# Stihl MS880 59"/60" Bar



## Trigger-Time (May 8, 2009)

I'm looking to buy a longer bar for my 880, anyone priced a Stihl 59" bar as of late? 
I know if I buy a Stihl bar I will have to change tip from .404 to .375

I see that Baileys sell a 60" WoodlandPRO 3/8 pitch for $370
I have read here Baileys WoodlandPRO is made by Cannon.
Are the two the same bars under the paint?


TT


----------



## Evan (May 9, 2009)

ive come to realize anything is possible. i bet the husky bars could be made to mount on the large mount stills with nothing more than grinder and possibly drill or dremel to get oiling holes to match up


----------



## BIGBORE577 (May 9, 2009)

Trigger-Time said:


> I'm looking to buy a longer bar for my 880, anyone priced a Stihl 59" bar as of late?
> I know if I buy a Stihl bar I will have to change tip from .404 to .375
> 
> I see that Baileys sell a 60" WoodlandPRO 3/8 pitch for $370
> ...



Yes the WoodlandPro bars are made by Cannon, just a different paint job. That is info I got directly from Cannon during a phone conversation with them.


----------



## Trigger-Time (May 9, 2009)

BIGBORE577 said:


> Yes the WoodlandPro bars are made by Cannon, just a different paint job. That is info I got directly from Cannon during a phone conversation with them.



Thanks,


TT


----------



## William Balaska (May 9, 2009)

The 59 inch still bar is duramatic 404 it takes 173 drive links, no roller from still at that length, I have one.


----------



## Trigger-Time (May 9, 2009)

William Balaska said:


> The 59 inch still bar is duramatic 404 it takes 173 drive links, no roller from still at that length, I have one.

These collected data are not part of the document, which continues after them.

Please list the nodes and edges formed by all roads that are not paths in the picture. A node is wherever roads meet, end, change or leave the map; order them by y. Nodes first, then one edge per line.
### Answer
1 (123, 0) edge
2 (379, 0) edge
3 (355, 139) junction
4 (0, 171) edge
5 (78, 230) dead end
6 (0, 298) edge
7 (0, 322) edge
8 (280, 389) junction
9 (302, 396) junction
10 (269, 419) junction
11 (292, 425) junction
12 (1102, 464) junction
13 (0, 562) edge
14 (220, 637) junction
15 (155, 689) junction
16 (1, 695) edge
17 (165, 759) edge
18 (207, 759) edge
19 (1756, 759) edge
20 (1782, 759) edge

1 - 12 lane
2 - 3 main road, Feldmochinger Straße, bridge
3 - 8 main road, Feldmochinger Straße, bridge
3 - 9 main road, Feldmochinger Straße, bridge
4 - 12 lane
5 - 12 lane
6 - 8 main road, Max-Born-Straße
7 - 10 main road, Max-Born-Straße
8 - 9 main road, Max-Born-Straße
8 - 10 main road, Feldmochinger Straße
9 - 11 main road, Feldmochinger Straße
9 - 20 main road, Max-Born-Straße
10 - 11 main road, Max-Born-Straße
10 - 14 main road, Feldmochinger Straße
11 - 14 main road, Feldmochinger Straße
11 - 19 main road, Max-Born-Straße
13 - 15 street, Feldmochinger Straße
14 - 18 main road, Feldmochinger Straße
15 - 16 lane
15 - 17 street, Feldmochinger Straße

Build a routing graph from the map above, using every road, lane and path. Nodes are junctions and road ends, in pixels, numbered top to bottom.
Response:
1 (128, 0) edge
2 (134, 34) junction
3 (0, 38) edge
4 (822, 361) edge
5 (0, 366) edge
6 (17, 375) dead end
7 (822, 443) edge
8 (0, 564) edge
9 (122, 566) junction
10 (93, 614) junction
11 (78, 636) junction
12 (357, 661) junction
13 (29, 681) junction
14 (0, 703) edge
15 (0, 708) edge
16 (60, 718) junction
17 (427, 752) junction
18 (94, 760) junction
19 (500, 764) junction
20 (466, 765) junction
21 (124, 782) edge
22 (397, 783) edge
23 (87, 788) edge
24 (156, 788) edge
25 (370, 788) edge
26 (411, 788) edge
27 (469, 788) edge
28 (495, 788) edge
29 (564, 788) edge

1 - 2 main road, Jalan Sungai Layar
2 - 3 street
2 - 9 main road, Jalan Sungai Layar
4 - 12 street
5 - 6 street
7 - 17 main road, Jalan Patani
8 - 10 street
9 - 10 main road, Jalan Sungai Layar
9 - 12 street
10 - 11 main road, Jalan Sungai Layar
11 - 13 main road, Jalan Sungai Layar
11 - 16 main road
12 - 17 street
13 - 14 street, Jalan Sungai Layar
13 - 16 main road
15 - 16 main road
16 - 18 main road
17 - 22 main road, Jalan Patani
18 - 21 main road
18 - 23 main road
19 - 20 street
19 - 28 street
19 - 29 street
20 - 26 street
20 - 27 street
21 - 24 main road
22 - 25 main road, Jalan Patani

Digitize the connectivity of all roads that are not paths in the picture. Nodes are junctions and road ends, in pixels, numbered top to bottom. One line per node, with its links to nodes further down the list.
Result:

William, How old is your bar? Stihl may have changed their bars or made a typo
in their catalog.

I may be reading it wrong, but if a bar has a pitch it has a sprocket nose.

Hard nose bars have a gauge but no pitch, you can run any pitch 
you want on a hard nose.

Below is from Stihl web site, 

MS 880*** RS = Exchangeable Sprocket Nose D = STIHL DUROMATIC
3/8" .063" 
21" 75 36RSC3-75 3002 000 9123 RS 10


.404" .063" 
25" 80 46RS-80** 3002 000 9731* RS 12
30" 91 46RS-91** 3002 000 9741* RS
36" 108 46RS-108** 3002 000 9753* RS
41" 123 46RS-123** 3002 000 9757* RS
*59" 173 46RS-173*** 3002 000 9576 RS 12*


36" 104 46RS-104** 3002 001 8052* D
41" 123 46RS-123 3002 000 8058* D
47" 138 46RS-138** 3002 000 8064* D


TT


----------



## William Balaska (May 9, 2009)

I believe 93 or 94 but I looked at my 07 catalog and 59 inch duramatic is the only one listed. Mine is NOS I'll sell it if interested for $200 to your door, minor scratches but unused I don't have tha chain It is about $47 from bailey's for the full skip at 173 links. Just thought I'd offer to big for me!


----------



## Trigger-Time (May 9, 2009)

William Balaska said:


> I believe 93 or 94 but I looked at my 07 catalog and 59 inch duramatic is the only one listed. Mine is NOS I'll sell it if interested for $200 to your door, minor scratches but unused I don't have tha chain It is about $47 from bailey's for the full skip at 173 links. Just thought I'd offer to big for me!



Thanks for the offer.

It will be used for milling bigger logs, I do want a sprocket nose.

Here is where I got the information...


TT


----------



## William Balaska (May 9, 2009)

I don't blame you, I bought it just in case! Big mill five footer.


----------



## Trigger-Time (May 9, 2009)

William Balaska said:


> I don't blame you, I bought it just in case! Big mill five footer.



Biggest logs I have is 48" and my longest bar is 41". I could cut it into a cant,
but want some slabs with live edges.





TT


----------



## BobL (May 12, 2009)

Here a solution to this problem I'm working on.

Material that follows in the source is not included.